Although institutions enrolling patients in ProCESS were not supposed to be actively using a sepsis protocol prior to becoming involved in the trial, 70% of participating institutions did have an existing sepsis protocol. All groups in ProCESS received on average more than 2 liters of IVF prior to randomization, and 76% of patients received antibiotics prior to randomization, reflecting knowledge of EGDT in physicians treating “usual care” patients.
The 18% mortality rate in the “usual care” group of ProCESS is a dramatic improvement in baseline mortality compared with the 46.5% control group mortality in Rivers’ trial. General improvements in critical care have also likely been impactful, including more liberal transfusion thresholds, lung protective ventilation strategies, and moderate glucose control.

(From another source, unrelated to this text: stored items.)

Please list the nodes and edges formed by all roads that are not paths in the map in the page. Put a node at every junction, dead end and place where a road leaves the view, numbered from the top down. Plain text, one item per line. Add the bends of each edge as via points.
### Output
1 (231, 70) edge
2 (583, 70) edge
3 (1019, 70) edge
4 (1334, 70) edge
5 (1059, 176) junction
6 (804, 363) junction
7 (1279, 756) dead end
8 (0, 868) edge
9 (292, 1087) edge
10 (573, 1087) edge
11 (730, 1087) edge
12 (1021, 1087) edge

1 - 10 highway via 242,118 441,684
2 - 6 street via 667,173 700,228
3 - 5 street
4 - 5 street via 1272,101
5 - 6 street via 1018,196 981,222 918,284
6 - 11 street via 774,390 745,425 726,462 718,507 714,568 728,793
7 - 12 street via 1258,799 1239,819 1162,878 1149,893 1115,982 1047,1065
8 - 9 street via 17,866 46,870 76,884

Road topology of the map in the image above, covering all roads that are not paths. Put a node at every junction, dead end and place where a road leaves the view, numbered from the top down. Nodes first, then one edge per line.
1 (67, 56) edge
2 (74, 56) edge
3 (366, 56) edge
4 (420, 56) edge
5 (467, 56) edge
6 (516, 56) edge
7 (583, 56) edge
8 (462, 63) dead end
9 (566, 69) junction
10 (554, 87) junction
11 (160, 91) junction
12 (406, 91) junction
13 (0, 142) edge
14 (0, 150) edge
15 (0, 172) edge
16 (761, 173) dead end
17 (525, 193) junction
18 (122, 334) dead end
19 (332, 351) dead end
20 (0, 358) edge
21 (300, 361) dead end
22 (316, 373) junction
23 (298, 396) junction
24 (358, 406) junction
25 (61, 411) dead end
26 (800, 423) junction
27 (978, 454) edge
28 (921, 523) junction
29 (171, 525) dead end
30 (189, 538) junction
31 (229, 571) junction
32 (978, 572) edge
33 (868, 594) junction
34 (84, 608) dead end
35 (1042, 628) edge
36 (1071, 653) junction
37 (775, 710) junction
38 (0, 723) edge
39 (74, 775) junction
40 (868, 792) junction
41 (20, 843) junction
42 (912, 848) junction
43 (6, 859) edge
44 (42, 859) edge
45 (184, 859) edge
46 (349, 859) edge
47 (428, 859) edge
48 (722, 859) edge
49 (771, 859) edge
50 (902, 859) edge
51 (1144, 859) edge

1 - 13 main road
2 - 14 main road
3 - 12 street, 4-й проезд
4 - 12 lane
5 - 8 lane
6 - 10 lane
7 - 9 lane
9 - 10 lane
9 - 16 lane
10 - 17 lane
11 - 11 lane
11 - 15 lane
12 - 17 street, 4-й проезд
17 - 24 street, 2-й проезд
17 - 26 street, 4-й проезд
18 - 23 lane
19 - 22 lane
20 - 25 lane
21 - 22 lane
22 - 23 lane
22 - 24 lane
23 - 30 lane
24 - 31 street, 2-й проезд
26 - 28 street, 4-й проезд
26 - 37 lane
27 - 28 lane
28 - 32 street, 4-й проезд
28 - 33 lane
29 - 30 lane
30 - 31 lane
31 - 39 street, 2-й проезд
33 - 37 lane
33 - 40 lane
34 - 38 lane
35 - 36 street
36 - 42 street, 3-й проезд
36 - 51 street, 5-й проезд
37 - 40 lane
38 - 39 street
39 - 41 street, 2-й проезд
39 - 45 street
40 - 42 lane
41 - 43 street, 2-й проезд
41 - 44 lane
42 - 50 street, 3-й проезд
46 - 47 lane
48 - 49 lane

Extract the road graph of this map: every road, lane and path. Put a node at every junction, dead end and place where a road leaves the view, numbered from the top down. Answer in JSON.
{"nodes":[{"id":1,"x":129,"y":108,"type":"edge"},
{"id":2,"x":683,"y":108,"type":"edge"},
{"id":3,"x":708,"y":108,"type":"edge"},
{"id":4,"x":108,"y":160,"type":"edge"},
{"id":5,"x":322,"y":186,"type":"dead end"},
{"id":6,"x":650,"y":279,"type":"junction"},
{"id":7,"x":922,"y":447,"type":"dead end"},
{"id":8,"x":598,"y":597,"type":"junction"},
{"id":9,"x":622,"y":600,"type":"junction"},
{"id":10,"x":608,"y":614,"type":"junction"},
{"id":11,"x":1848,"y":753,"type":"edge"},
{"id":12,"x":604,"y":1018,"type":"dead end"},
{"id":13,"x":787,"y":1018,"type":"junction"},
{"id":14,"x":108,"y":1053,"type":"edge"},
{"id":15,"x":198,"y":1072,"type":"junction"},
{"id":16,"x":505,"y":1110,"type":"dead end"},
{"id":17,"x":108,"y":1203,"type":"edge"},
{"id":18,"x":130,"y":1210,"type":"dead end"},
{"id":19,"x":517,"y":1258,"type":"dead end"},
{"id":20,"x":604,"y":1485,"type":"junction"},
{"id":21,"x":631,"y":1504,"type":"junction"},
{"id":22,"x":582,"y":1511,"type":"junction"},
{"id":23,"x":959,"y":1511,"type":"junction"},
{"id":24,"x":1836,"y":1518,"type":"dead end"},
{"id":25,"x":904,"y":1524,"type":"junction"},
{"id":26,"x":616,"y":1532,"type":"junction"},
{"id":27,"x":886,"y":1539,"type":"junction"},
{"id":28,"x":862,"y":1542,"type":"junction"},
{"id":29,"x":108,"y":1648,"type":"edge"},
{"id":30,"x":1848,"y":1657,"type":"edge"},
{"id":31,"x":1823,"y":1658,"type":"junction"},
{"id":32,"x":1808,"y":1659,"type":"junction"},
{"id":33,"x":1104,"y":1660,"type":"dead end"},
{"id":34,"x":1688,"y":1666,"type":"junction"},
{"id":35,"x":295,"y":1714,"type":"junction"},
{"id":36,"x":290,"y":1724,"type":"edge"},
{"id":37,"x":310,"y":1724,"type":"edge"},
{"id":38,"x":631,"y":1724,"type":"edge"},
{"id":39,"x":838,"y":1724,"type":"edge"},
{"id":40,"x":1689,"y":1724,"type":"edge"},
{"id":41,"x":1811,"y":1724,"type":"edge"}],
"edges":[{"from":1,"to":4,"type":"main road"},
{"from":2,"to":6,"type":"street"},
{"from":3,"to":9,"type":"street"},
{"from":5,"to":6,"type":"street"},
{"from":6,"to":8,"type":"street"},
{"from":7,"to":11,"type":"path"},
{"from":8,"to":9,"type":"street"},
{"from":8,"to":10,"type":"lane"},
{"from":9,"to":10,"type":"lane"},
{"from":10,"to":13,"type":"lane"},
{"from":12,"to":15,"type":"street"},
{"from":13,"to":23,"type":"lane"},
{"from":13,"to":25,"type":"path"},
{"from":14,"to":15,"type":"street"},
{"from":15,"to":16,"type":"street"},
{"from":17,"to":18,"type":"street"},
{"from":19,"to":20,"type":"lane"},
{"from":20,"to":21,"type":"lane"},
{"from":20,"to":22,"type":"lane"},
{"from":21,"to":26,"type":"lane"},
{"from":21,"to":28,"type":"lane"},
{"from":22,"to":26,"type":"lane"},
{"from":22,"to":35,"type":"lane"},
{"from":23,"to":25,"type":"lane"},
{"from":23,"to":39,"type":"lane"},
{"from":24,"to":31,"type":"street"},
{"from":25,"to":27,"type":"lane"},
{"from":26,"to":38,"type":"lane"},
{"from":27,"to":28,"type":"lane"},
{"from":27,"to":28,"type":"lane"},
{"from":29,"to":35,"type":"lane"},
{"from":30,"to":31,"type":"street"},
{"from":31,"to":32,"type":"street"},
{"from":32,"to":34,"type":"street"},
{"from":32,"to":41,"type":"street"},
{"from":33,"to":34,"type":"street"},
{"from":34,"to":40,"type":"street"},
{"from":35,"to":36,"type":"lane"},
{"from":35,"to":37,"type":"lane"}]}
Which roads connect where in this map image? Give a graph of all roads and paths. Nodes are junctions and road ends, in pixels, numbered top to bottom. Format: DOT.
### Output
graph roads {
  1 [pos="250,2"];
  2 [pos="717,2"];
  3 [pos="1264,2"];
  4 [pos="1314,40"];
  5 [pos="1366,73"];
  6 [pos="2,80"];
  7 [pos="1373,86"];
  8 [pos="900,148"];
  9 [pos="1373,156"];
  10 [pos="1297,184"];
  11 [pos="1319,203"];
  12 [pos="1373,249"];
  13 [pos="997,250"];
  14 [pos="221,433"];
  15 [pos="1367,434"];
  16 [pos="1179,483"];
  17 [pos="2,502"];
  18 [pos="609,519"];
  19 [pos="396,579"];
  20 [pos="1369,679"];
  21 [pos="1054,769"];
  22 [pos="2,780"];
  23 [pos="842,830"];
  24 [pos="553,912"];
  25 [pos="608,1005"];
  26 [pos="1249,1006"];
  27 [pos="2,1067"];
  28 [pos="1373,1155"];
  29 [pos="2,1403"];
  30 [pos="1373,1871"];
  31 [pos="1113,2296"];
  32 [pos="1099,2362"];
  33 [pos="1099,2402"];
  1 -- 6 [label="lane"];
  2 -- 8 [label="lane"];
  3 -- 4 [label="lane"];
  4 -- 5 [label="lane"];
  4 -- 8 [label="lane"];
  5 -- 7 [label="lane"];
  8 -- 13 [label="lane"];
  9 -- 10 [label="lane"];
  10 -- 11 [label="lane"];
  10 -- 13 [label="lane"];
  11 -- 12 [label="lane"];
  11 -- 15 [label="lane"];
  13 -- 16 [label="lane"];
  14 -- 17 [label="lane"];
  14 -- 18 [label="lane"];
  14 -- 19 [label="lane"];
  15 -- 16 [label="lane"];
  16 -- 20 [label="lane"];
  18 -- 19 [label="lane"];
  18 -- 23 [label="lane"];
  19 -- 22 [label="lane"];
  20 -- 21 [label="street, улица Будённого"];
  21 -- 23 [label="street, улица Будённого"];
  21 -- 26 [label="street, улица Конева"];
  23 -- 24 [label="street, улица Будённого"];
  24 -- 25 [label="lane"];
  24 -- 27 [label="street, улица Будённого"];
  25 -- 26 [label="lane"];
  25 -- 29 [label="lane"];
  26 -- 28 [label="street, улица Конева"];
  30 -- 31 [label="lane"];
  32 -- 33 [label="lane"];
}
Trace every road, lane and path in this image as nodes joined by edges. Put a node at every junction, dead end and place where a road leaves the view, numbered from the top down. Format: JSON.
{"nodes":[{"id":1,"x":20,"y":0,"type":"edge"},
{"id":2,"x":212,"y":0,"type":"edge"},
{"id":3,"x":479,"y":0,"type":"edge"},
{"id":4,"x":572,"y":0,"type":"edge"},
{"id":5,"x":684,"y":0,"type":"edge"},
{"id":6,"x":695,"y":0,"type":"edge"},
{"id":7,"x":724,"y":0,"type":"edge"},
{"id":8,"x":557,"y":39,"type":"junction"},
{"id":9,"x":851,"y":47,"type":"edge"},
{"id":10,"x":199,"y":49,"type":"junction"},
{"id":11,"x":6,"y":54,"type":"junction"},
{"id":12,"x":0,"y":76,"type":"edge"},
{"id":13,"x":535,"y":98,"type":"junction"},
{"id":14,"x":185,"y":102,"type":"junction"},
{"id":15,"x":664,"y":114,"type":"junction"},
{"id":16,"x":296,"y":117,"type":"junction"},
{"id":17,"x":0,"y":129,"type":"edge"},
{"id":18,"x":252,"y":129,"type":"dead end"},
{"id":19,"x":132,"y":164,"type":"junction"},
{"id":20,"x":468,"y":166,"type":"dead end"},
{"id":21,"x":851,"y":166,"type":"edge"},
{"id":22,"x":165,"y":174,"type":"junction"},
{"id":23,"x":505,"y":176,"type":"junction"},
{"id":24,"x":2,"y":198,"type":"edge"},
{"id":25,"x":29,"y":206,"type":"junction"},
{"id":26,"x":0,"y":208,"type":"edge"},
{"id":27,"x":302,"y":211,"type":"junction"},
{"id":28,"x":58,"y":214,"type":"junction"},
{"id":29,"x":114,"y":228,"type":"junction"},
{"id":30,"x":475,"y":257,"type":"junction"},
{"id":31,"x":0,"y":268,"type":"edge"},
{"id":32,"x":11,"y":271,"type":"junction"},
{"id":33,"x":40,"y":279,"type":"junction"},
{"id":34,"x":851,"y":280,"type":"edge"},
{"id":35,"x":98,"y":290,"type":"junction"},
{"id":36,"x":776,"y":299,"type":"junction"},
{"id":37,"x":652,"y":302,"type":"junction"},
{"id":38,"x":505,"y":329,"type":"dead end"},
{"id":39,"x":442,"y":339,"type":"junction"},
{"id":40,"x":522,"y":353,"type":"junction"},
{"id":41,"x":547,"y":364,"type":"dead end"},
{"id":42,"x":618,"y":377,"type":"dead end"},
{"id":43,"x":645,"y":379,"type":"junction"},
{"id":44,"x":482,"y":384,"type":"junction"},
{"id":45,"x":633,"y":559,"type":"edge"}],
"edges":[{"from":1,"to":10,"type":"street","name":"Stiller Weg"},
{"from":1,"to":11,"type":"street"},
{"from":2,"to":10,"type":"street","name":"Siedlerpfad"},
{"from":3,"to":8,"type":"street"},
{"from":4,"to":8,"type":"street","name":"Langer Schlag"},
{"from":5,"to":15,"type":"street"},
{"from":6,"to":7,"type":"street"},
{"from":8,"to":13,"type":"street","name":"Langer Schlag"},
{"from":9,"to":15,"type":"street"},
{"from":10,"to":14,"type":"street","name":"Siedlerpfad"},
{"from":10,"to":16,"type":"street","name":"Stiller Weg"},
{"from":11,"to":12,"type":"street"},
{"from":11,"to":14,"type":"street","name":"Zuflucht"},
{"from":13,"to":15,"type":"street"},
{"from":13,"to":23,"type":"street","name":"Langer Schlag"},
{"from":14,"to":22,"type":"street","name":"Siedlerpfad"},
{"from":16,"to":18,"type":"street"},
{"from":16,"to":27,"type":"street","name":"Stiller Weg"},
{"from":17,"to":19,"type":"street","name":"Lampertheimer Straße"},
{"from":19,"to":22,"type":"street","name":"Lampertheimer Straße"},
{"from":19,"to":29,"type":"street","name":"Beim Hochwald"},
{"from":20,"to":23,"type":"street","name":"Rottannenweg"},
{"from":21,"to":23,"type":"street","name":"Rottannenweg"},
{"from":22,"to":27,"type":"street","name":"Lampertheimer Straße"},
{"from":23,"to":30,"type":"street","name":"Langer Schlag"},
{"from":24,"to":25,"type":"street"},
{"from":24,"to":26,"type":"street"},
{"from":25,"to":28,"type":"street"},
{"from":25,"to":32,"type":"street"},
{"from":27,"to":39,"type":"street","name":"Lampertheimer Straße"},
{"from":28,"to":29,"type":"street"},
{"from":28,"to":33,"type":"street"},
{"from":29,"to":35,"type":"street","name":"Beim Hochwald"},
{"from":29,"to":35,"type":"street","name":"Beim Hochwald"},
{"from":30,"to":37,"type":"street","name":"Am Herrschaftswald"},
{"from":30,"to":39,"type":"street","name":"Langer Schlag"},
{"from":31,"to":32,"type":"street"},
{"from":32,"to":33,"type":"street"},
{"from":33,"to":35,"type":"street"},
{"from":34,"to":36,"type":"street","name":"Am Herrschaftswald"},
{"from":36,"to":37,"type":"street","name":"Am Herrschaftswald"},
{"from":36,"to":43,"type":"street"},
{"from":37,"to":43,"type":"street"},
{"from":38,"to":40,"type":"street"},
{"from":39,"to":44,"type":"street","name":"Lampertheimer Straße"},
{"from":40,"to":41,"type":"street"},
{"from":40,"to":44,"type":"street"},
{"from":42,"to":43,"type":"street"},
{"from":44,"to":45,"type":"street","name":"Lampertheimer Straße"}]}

So, do we need sepsis protocols at all? Critical care resuscitation is complex. Especially for residents and physicians with infrequent experience treating sepsis, protocols provide useful reminders of treatment goals and therapies. Moving forward, the traditional EGDT protocol will likely evolve, with less pressure to insert central lines and measure CVP/ScvO2 unless the patient requires vasopressors. However, reassessing perfusion using serial lactates, Shock Index, and clinical parameters including urine output and mentation remains critical.